O presidente Luiz Inácio Lula da Silva registrou sua candidatura à reeleição e apresentou ao Tribunal Superior Eleitoral (TSE) 88 certidões criminais, documentos exigidos para o registro da candidatura.
O número é superior ao apresentado por outros candidatos que já haviam disponibilizado a documentação no sistema eleitoral. Renan Santos (Missão) apresentou cinco certidões, enquanto Romeu Zema (Novo-MG) entregou 12. Até a manhã deste domingo (9), o sistema do TSE ainda não disponibilizava os documentos referentes às candidaturas de Ronaldo Caiado (PSD-GO) e Flávio Bolsonaro (PL-RJ).
A quantidade de certidões, por si só, não indica que um candidato tenha antecedentes criminais ou esteja impedido de disputar a eleição. Os documentos fazem parte das exigências para o registro e são emitidos pelas Justiças Federal e Estadual e, quando aplicável, por outros tribunais competentes.
Caso exista algum registro criminal, o candidato também pode precisar apresentar a chamada certidão de objeto e pé, que reúne informações atualizadas sobre o processo. A Justiça Eleitoral analisa a documentação para verificar a situação jurídica do candidato e eventual existência de decisões que possam afetar o registro da candidatura.
Patrimônio declarado
Na documentação entregue ao TSE, Lula declarou patrimônio de R$ 4,7 milhões. O valor é 35,7% menor, em termos nominais, do que os R$ 7,4 milhões informados pelo presidente na declaração apresentada em 2022.
A maior parte do patrimônio está concentrada em dois planos de previdência privada. Um deles possui saldo declarado de R$ 1,93 milhão, enquanto o outro soma R$ 1,38 milhão. Juntos, os investimentos representam R$ 3,31 milhões, cerca de 69,4% do patrimônio informado.
Lula também declarou uma participação de 26,68% em um sítio localizado em São Bernardo do Campo, avaliada em R$ 130 mil.
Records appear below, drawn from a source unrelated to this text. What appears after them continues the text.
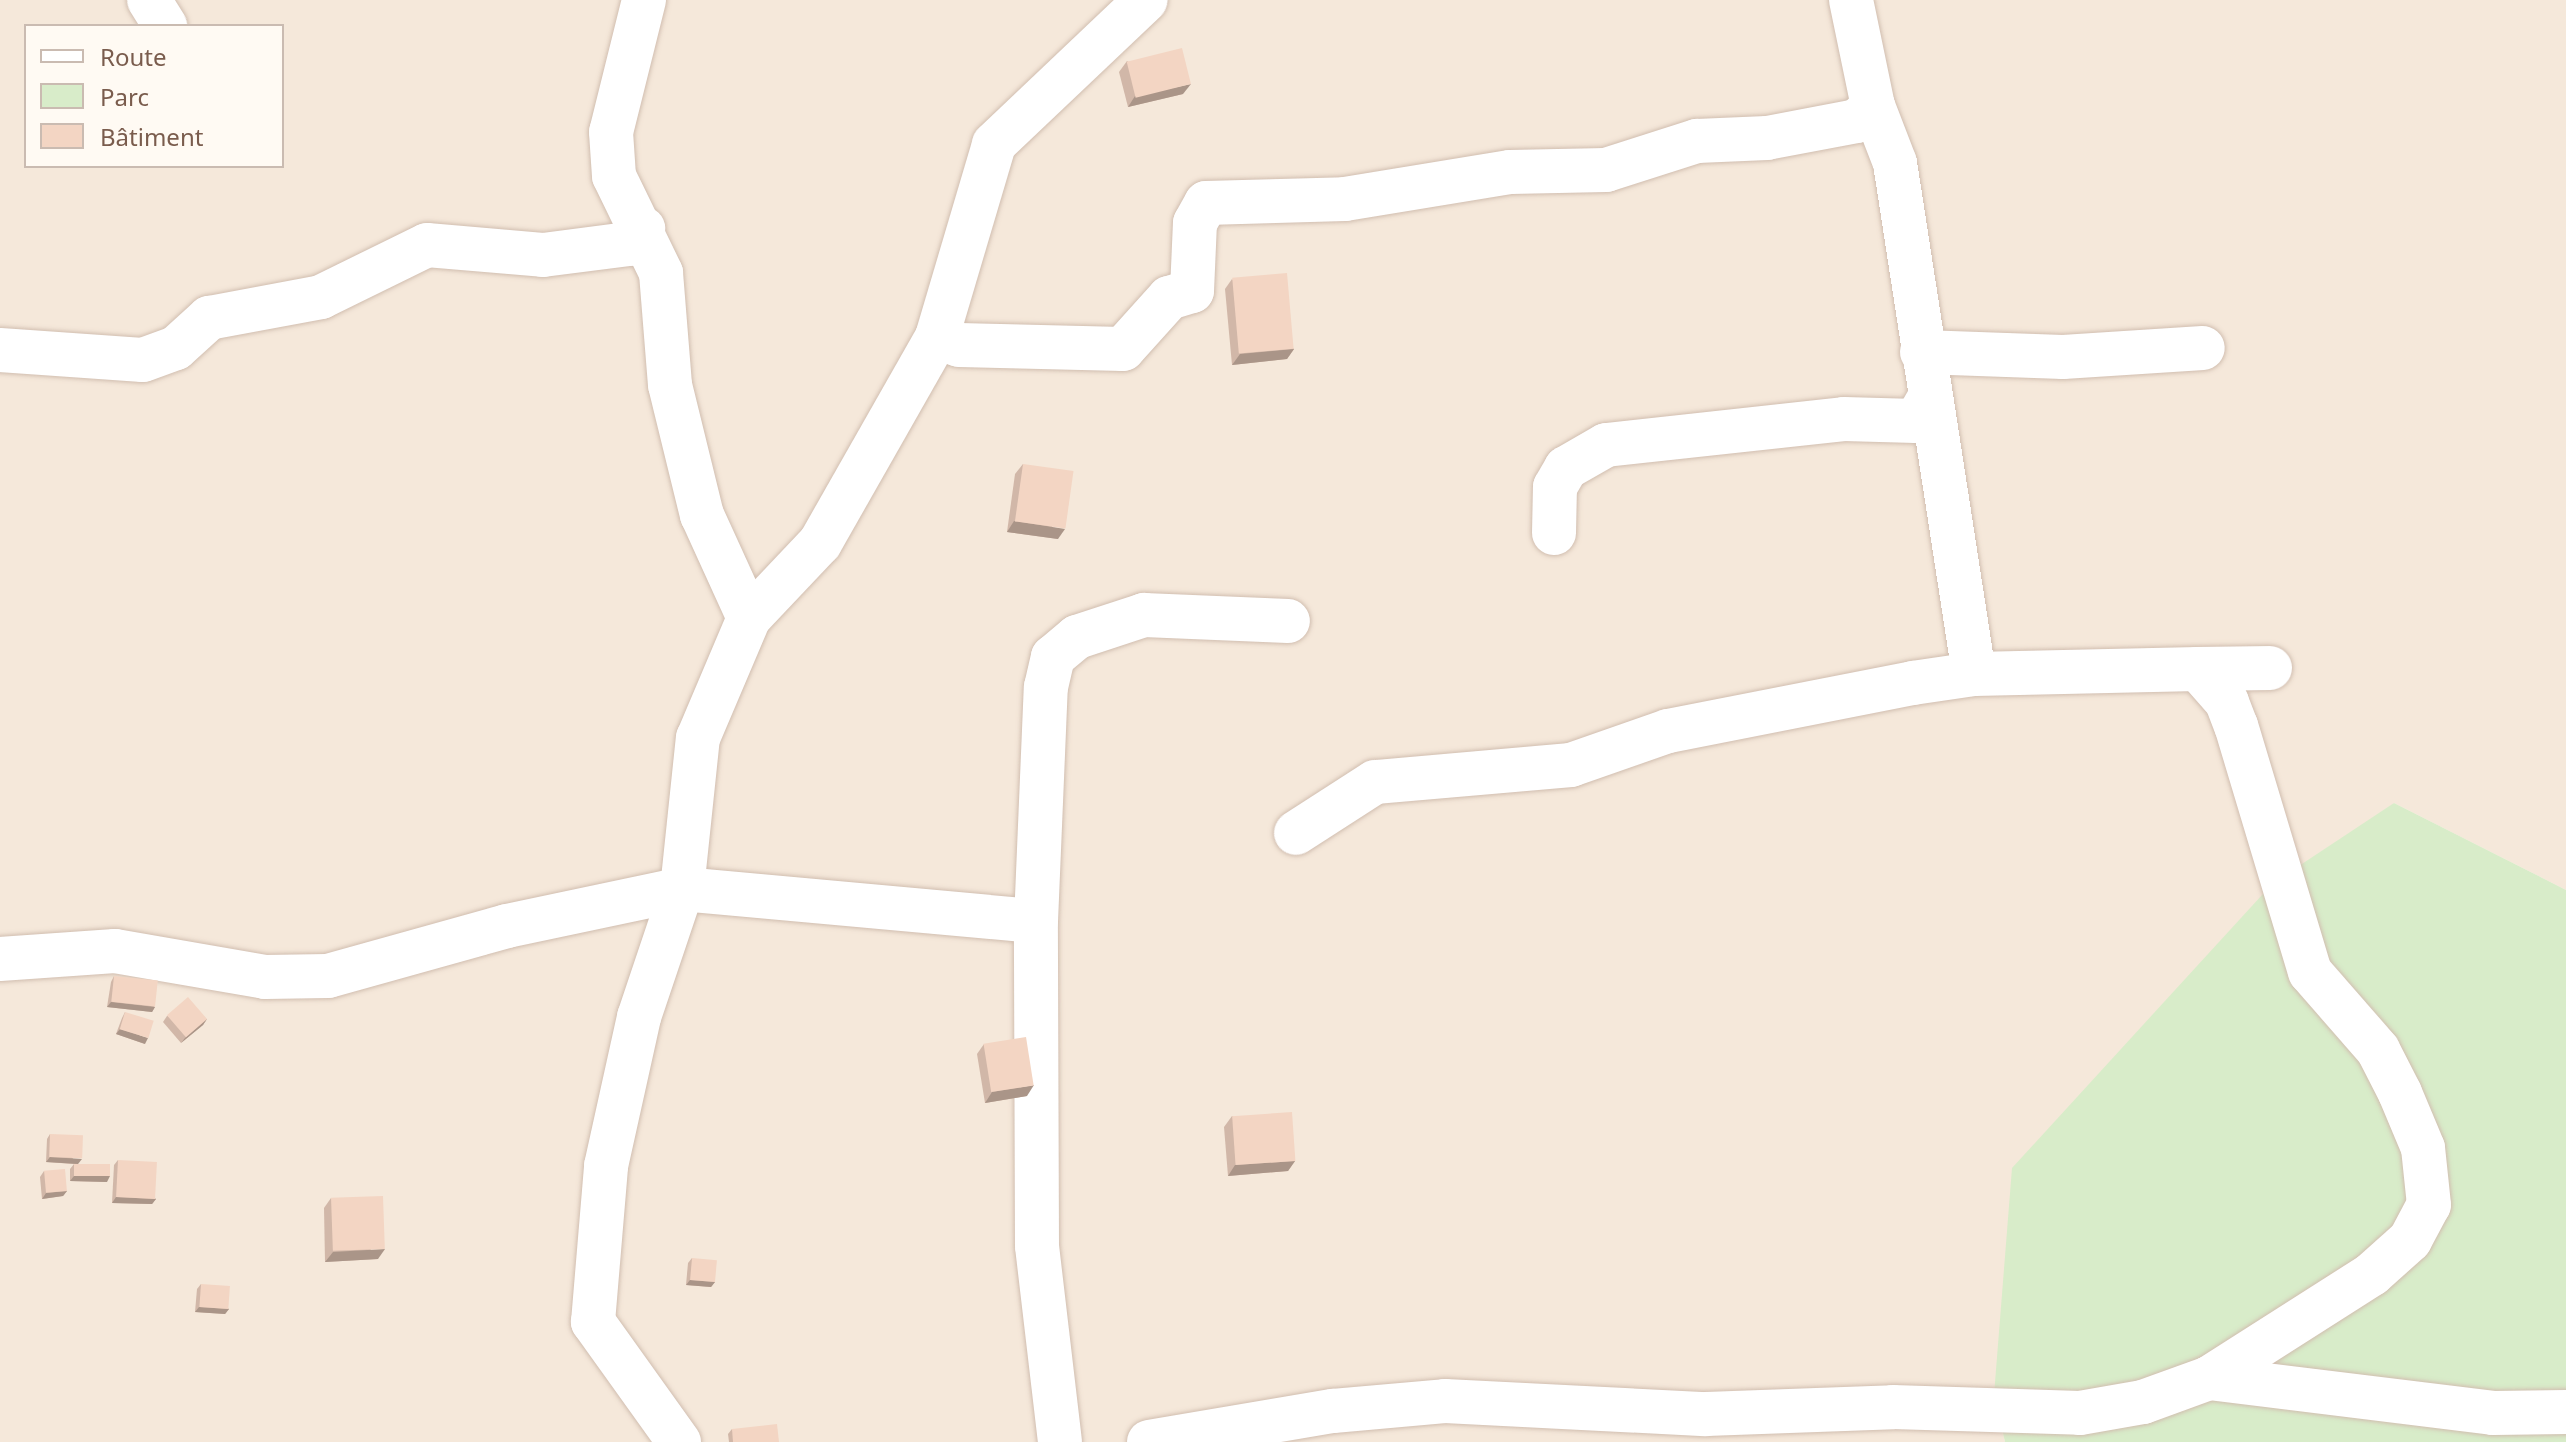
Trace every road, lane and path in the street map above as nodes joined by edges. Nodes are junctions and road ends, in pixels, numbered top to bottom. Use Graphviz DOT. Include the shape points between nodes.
graph roads {
  1 [pos="149,0"];
  2 [pos="644,0"];
  3 [pos="1146,0"];
  4 [pos="1851,0"];
  5 [pos="164,24"];
  6 [pos="1873,106"];
  7 [pos="643,229"];
  8 [pos="937,337"];
  9 [pos="2203,348"];
  10 [pos="0,350"];
  11 [pos="1922,352"];
  12 [pos="1927,402"];
  13 [pos="1554,533"];
  14 [pos="749,618"];
  15 [pos="1288,621"];
  16 [pos="2270,668"];
  17 [pos="2198,669"];
  18 [pos="1974,674"];
  19 [pos="1296,833"];
  20 [pos="682,889"];
  21 [pos="1036,921"];
  22 [pos="0,959"];
  23 [pos="2209,1378"];
  24 [pos="2566,1412"];
  25 [pos="1704,1428"];
  26 [pos="1972,1428"];
  27 [pos="679,1442"];
  28 [pos="1060,1442"];
  29 [pos="1149,1442"];
  1 -- 5 [label="street"];
  2 -- 7 [label="street" via="611,132 614,176"];
  3 -- 8 [label="street" via="994,144"];
  4 -- 6 [label="street"];
  6 -- 8 [label="street" via="1857,121 1767,138 1697,141 1606,170 1510,172 1345,199 1206,203 1195,223 1192,291 1169,298 1123,349 973,346"];
  6 -- 11 [label="street" via="1895,163"];
  7 -- 10 [label="street" via="629,244 543,255 427,245 321,297 209,318 176,348 143,360"];
  7 -- 14 [label="street" via="661,273 670,385 702,515"];
  8 -- 14 [label="street" via="820,543"];
  9 -- 11 [label="street" via="2063,357"];
  11 -- 12 [label="street"];
  12 -- 13 [label="street" via="1916,421 1844,419 1606,445 1566,468 1555,487"];
  12 -- 18 [label="street"];
  14 -- 20 [label="street" via="698,738"];
  15 -- 21 [label="street" via="1144,615 1077,637 1053,657 1046,687"];
  16 -- 17 [label="street"];
  17 -- 18 [label="street"];
  17 -- 23 [label="street" via="2227,702 2236,726 2310,972 2378,1050 2406,1107 2423,1148 2429,1205 2410,1240 2372,1274"];
  18 -- 19 [label="street" via="1668,731 1571,765 1375,782"];
  20 -- 21 [label="street"];
  20 -- 22 [label="street" via="507,926 328,976 265,977 115,951"];
  20 -- 27 [label="street" via="639,1017 606,1166 593,1322"];
  21 -- 28 [label="street" via="1037,1246"];
  23 -- 24 [label="street" via="2493,1413"];
  23 -- 26 [label="street" via="2143,1402"];
  25 -- 26 [label="street" via="1893,1407"];
  25 -- 29 [label="street" via="1445,1401 1333,1411"];
}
A lista inclui ainda um veículo de R$ 50 mil, um terreno avaliado em R$ 2,7 mil e outros bens.
A principal diferença em relação à declaração de 2022 está nos valores destinados à previdência privada. Naquele ano, Lula declarou R$ 5,57 milhões aplicados em um VGBL. Na documentação atual, os dois planos de previdência somam R$ 3,31 milhões.
Além das certidões e da declaração de patrimônio, o candidato apresentou ao TSE um plano de governo com 84 páginas.